I used a coping saw to remove the waste between the tenons. Fortunately, the tongue will be completely concealed inside the groove–except on each end–so the tongue is intentionally cut just a little bit short to ensure that it bottoms out in the groove only on each end. This whole process is pretty involved and takes a lot of time, so it’s good to economize by working quickly to approximate measurements whenever possible.
In a similar way, the mortises in each breadboard end are intentionally cut a little longer than necessary, which will accommodate some wood movement across the width of the panel. I used my plow plane to cut matching grooves into the breadboard ends, and the grove provided a very handy guide for placing each mortise. (Sorry, no picture; I was in a hurry to finish at this point.) I chopped each mortise with a mortise chisel. I also made each breadboard end a fraction of an inch long so that I could saw it off flush with the panel’s edge on each side.
Because the breadboard end runs across the grain, it needs to allow the panel to swell and shrink across its width as the humidity level changes. I intentionally used quarter-sawn boards for the panel, which will move less than flat-sawn ones, but there will still be some seasonal movement. The normal procedure, then, is to glue only the tenon in the center, and to use some more flexible way of securing the tenons on the outside. I opted to just peg them with poplar dowels.
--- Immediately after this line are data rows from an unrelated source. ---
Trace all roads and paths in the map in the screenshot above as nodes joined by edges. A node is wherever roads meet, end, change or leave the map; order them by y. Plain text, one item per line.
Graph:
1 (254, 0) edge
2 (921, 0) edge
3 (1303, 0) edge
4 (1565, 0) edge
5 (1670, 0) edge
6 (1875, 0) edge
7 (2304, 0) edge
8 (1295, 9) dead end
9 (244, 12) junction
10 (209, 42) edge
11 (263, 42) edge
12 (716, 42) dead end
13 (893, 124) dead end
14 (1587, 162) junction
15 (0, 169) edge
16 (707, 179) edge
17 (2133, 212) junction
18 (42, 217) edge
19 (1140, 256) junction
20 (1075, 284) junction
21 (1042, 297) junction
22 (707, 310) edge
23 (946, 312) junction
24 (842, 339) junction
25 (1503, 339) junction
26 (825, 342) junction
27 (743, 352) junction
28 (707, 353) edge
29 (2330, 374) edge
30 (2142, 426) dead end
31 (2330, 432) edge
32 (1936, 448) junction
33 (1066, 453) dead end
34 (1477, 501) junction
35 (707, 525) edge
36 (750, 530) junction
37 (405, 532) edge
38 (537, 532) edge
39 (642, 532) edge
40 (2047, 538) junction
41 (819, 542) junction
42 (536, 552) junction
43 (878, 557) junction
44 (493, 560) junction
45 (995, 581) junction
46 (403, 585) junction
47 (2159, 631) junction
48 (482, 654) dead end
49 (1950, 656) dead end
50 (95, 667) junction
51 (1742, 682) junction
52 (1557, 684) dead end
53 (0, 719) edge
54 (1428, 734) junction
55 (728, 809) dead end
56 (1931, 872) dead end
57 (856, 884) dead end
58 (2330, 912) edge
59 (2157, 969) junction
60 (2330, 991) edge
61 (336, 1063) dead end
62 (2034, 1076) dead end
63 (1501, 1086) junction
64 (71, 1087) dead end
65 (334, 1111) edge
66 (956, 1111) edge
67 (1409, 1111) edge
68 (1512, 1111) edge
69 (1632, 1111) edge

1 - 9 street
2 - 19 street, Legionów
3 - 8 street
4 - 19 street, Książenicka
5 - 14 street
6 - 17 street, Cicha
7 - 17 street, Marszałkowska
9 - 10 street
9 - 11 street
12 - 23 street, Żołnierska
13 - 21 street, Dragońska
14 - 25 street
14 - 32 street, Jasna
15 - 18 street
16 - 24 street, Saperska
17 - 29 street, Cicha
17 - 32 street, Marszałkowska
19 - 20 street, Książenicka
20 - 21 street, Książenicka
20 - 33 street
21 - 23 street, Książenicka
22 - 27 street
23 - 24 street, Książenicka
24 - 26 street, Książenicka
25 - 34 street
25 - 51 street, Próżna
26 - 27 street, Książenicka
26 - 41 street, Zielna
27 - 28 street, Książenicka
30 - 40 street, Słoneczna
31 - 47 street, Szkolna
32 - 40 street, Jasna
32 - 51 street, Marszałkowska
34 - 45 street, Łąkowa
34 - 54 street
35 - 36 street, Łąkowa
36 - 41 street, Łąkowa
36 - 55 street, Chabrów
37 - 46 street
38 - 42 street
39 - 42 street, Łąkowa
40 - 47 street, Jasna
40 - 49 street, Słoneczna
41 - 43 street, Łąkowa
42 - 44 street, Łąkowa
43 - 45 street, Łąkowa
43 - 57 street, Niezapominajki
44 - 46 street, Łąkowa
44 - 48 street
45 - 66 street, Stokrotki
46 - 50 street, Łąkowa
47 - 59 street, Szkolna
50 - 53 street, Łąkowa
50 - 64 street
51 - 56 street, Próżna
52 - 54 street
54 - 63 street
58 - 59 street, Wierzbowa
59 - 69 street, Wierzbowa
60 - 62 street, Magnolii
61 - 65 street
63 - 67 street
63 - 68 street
I considered doing a true drawbored joint but decided that was more complicated than necessary. I merely clamped the whole assembly from each end and bored a hole through each joint. With the panel still clamped up, I tapped in a poplar dowel. With the clamps removed (once the glue in the center joint set), I trimmed the dowels flush on both sides. The poplar is soft enough that it should compress just a bit as the panel swells and shrinks throughout the seasons.
I rounded over all the edges with a hand plane and sanded the whole thing smooth to get it ready to finish. There were some old bug holes that I plugged with walnut sawdust flooded with CA glue and scraped flush with the surface. The result is a dark colored patch that adds just a little bit of visual interest and looks a whole lot better than an open hole in the surface of the wood.
I did also need to address the mess that my rabbet plane left on the shoulder of that one joint.
To explain how I fixed this, I need to back up in the assembly process a couple steps. Before putting on the breadboard ends, I created a wall around the gap with painter’s tape and filled the hole with cherry sawdust. Then I saturated the sawdust with CA glue (superglue) and let it set–the same process I use to fill the bug holes above. Once the glue set, I was able to sand the patch flush with the surface. The resulting patch is sturdy and will blend in well enough with the surrounding wood.
I finished the stove cover with several coats of Danish oil, which really brought out some lovely figure in the cherry wood. Last, I installed two black door handles on each end.
In retrospect, it was a lot of work to end up with what amounts to a single, flat board. But this board is going to stay flat, and I learned a lot in the process. I’m glad I did it.